Read Online or Download A Responsible Europe?: Ethical Foundations of EU External Affairs (Palgrave studies in European Union Politics) PDF

Similar education books

Thomas Jefferson's Philosophy of Education: A Utopian Dream

Thomas Jefferson had a profoundly complicated academic imaginative and prescient that went hand in hand along with his political philosophy - every one of which served the aim of human flourishing. His republicanism marked a holiday with the conservatism of conventional non-representative governments, characterised via delivery and wealth and in forget of the needs and wants of the folk.

A Feminist Critique of Education (Education Heritage Series)

This booklet presents a important course map to the advance of pondering in gender and schooling during the last fifteen years. It contains over thirty-five seminal articles from the magazine Gender and schooling, written by means of a number of the major authors within the box from the united kingdom, america, Australia and Europe.

The Power of Paideia Schools: Defining Lives Through Learning

Starting in 1982 thinker Mortimer Adler led a gaggle of educators and students in publishing a trilogy of books on what they referred to as "Paideia" academic reform. the 1st booklet, The Paideia thought, had a profound influence on many of the significant reform efforts that undefined, and Paideia principles--including the then radical inspiration that "all kids can learn"--eventually permeated the academic discussion.

Additional info for A Responsible Europe?: Ethical Foundations of EU External Affairs (Palgrave studies in European Union Politics)

Sample text

I believe that both premise (i) and premise (ii) are false.

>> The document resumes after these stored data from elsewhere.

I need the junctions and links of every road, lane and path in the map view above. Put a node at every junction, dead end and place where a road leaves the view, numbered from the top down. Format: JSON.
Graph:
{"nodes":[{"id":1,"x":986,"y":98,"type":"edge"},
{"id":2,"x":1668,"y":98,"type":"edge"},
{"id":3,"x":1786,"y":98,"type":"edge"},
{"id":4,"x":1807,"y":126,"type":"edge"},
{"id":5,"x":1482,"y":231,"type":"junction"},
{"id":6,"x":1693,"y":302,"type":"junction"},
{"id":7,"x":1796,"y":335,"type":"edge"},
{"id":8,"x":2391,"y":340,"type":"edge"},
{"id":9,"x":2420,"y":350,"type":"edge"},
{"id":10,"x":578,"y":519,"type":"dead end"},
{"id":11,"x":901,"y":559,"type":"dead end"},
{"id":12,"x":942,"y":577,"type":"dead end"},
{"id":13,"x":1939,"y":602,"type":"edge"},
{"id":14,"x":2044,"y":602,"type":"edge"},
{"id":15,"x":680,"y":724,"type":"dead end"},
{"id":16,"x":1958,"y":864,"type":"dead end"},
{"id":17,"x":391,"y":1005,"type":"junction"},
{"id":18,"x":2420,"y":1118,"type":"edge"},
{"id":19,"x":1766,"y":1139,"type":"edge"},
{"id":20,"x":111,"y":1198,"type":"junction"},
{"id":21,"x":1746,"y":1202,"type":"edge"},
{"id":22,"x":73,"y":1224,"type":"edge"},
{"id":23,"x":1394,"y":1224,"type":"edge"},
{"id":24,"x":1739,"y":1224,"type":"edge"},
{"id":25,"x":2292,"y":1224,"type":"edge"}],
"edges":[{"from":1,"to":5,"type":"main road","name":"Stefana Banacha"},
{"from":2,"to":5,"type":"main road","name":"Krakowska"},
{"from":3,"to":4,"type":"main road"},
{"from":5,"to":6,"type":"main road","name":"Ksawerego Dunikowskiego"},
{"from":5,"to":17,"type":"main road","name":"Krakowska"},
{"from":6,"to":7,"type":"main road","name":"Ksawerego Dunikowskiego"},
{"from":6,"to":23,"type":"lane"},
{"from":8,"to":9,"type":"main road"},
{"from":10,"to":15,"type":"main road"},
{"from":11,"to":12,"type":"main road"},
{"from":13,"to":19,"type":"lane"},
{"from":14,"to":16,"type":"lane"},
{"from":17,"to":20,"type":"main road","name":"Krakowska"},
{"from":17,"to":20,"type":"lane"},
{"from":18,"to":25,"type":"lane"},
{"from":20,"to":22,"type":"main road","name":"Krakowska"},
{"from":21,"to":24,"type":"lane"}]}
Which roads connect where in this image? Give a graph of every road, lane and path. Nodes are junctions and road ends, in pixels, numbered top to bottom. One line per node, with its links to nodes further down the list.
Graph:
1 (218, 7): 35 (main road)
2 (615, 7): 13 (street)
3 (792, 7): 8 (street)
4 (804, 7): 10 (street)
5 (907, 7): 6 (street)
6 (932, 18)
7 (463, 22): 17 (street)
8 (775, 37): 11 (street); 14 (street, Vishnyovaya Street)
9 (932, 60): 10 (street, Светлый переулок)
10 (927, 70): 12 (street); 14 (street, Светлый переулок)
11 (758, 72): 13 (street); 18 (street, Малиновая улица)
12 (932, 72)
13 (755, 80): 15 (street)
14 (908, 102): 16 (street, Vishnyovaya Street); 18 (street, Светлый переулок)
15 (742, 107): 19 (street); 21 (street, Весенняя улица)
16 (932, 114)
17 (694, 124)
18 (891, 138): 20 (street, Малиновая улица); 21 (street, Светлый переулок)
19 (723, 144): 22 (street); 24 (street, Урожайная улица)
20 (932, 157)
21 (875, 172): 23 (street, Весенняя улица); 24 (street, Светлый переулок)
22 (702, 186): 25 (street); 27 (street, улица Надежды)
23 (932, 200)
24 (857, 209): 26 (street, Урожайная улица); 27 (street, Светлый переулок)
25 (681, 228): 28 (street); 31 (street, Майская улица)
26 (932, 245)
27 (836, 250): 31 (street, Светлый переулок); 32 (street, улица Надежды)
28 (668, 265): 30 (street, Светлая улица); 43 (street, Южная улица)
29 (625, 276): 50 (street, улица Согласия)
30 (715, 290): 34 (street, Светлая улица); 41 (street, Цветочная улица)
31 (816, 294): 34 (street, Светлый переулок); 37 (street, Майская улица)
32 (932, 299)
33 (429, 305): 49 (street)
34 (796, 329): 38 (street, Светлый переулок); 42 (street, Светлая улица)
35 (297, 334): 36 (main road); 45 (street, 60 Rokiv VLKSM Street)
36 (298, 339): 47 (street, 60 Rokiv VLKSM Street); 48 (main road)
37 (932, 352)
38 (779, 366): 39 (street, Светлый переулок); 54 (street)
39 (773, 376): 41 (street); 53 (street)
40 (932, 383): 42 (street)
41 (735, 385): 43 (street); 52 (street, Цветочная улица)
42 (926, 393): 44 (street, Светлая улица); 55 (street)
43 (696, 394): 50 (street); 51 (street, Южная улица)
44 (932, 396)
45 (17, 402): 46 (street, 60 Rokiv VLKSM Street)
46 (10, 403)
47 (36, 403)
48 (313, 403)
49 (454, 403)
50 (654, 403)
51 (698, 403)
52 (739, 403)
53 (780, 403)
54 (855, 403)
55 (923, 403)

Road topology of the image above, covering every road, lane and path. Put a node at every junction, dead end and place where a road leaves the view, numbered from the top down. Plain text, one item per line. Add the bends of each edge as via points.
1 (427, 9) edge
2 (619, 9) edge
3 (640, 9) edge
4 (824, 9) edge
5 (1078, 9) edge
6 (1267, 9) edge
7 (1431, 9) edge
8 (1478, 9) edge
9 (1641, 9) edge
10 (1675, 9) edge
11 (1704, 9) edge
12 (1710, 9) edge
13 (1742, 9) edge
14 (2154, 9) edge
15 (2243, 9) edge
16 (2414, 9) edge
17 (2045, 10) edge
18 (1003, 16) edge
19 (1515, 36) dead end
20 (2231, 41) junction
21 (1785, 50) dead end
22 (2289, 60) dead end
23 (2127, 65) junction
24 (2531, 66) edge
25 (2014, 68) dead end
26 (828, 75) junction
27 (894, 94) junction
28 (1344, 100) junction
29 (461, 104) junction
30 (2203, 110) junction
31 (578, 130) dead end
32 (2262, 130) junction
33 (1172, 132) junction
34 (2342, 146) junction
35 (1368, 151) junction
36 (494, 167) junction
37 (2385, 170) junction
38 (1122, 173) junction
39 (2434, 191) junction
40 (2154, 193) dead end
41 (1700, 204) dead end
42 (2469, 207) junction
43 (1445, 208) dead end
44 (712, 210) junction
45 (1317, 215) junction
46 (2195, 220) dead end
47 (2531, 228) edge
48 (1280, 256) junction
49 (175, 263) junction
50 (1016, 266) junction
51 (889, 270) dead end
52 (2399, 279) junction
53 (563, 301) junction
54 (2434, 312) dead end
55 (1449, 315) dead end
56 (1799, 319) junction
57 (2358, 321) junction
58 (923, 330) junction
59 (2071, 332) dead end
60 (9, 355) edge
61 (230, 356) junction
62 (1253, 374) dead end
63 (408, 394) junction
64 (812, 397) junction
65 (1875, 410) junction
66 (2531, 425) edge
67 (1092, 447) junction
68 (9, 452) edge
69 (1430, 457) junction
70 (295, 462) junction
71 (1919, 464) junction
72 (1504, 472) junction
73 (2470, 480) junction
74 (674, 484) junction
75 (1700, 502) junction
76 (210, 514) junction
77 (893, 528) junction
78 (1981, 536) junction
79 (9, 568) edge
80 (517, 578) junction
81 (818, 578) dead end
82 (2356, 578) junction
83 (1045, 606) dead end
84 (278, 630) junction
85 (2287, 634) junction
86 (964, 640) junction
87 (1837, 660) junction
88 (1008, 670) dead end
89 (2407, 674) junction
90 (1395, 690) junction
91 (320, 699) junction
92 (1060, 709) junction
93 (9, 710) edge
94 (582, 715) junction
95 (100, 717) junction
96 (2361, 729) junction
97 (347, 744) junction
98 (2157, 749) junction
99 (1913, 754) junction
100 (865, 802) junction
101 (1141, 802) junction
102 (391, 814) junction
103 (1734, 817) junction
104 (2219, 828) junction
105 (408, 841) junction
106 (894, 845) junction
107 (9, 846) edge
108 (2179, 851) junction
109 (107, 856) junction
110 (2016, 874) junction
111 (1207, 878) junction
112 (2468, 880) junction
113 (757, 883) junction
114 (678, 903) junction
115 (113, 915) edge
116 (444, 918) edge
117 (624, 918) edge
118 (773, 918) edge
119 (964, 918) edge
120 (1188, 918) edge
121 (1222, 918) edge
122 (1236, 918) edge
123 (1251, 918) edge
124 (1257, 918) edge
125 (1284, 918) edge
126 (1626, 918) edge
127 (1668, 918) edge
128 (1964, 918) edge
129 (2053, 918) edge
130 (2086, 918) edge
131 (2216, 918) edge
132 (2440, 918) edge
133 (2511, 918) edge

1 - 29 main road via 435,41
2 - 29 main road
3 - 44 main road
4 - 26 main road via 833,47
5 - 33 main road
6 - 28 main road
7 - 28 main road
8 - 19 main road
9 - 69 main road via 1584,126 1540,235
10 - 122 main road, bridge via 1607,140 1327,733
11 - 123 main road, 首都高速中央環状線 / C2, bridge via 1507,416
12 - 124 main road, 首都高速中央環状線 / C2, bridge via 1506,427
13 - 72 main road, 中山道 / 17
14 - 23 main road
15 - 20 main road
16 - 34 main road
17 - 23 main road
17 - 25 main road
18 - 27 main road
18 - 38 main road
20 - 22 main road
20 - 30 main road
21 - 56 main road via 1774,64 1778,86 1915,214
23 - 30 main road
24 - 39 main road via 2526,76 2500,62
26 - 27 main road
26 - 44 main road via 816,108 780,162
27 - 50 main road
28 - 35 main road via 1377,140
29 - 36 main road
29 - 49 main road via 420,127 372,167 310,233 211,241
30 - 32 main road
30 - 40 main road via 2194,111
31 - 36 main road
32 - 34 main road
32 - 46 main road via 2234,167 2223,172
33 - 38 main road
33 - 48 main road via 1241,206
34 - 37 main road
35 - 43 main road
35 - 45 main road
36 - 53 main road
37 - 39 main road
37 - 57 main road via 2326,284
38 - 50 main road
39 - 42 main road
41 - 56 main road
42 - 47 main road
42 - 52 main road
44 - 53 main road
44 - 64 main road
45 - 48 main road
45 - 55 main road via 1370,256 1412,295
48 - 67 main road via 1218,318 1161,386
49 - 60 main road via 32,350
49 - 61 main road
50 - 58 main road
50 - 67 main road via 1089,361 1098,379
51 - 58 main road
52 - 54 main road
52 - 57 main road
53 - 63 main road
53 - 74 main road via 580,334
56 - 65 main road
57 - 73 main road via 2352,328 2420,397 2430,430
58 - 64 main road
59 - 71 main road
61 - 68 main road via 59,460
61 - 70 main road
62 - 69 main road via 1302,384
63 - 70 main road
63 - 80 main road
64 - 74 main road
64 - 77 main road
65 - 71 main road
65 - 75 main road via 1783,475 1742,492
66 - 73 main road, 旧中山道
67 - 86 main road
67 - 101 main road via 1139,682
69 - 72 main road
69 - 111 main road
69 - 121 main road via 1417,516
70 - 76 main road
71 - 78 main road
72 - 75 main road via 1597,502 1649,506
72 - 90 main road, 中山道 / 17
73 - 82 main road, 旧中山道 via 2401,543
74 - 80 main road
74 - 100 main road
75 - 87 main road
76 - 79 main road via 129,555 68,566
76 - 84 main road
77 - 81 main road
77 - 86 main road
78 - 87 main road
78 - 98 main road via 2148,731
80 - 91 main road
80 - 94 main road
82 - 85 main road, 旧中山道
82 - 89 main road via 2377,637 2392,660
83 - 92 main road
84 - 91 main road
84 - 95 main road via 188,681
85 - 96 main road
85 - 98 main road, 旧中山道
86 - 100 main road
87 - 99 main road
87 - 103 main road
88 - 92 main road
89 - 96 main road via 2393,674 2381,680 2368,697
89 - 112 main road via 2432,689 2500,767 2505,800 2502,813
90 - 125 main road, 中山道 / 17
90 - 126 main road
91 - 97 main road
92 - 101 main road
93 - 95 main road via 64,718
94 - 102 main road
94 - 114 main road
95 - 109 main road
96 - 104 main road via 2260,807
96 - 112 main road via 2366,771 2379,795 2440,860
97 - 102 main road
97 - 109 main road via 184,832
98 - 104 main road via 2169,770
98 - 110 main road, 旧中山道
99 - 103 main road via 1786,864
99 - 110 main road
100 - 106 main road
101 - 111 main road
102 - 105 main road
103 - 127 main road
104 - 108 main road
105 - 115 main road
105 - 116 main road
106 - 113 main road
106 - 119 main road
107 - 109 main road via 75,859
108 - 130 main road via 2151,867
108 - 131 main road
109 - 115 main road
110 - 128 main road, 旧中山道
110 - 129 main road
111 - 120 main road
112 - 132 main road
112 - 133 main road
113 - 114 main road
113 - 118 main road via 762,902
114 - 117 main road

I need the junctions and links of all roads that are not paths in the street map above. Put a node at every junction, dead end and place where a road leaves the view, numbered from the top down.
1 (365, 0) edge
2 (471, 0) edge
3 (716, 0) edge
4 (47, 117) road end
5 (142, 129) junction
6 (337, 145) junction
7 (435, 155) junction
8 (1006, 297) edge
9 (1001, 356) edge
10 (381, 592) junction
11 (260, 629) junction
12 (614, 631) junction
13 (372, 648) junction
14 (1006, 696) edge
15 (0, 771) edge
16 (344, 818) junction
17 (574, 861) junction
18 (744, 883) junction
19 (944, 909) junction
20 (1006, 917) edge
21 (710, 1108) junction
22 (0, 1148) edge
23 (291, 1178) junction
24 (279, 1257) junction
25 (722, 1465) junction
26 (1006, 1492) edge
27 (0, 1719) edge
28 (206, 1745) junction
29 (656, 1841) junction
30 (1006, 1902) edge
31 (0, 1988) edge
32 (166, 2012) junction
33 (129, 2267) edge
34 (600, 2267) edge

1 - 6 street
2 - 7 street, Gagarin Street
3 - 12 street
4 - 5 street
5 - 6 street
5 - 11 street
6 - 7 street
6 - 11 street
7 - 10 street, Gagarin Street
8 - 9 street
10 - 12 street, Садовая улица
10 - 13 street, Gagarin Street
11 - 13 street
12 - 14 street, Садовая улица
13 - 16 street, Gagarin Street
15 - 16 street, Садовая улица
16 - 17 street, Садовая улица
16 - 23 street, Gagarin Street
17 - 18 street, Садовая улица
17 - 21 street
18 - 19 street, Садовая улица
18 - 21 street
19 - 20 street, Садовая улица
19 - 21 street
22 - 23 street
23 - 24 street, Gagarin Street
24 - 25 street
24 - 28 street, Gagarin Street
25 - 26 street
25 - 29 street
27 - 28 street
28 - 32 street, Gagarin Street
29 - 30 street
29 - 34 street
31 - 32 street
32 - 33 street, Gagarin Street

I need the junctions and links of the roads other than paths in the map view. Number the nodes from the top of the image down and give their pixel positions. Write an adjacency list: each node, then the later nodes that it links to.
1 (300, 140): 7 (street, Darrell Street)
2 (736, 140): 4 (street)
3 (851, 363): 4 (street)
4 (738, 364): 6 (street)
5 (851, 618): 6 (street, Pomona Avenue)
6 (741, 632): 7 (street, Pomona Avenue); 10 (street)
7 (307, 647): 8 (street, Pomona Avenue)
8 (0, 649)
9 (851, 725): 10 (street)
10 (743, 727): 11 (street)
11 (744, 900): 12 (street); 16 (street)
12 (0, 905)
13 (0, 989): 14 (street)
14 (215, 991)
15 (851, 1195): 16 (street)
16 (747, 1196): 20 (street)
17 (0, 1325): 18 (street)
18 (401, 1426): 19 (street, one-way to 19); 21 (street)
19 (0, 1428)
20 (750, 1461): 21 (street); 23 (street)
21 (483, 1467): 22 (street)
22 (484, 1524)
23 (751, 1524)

Consider the arguments usually given in support of the first premise. Once it has been granted that institutional agency does make sense (which point must of necessity be granted if we suppose states to be full-blown institutional agents), why should we not admit that institutions other than the state can take effective action to influence international affairs? 17 There is simply no need to attend to moral issues in international contexts because all requirements of morality – including matters of citizenship and distributive justice – can and should be solved domestically.

Is it realistic to expect them to do so? Having said that, it is difficult to see why institutions should not take moral reasons for action into account if they are perfectly capable of acting upon those reasons. Consider, once again, the case of the drowning child. It is incumbent upon an individual agent to try to rescue the child if she is the only one in the vicinity and doing so does not put her at risk. Now if it is institutional action that can rescue the drowning child, why would the mere fact that an institution rather than an individual is to act render the duty of rescue invalid?

Stated in such a general form, it is not shared by too many people, although some forms of consequentialism may actually accept it. But when limited to situations in which somebody suffers a serious deprivation or loss, it gains considerably more support. 30 These four principles, suggested by Miller and Barry, do not cover all kinds of normative reasons that we might have for allocating duties in certain ways – not even if we take them in combination. One problem is that they have been put forward to cover situations in which someone has suffered or could potentially suffer serious and immediate harm (as Miller or Barry were only interested in remedial responsibilities arising in cases of extreme need).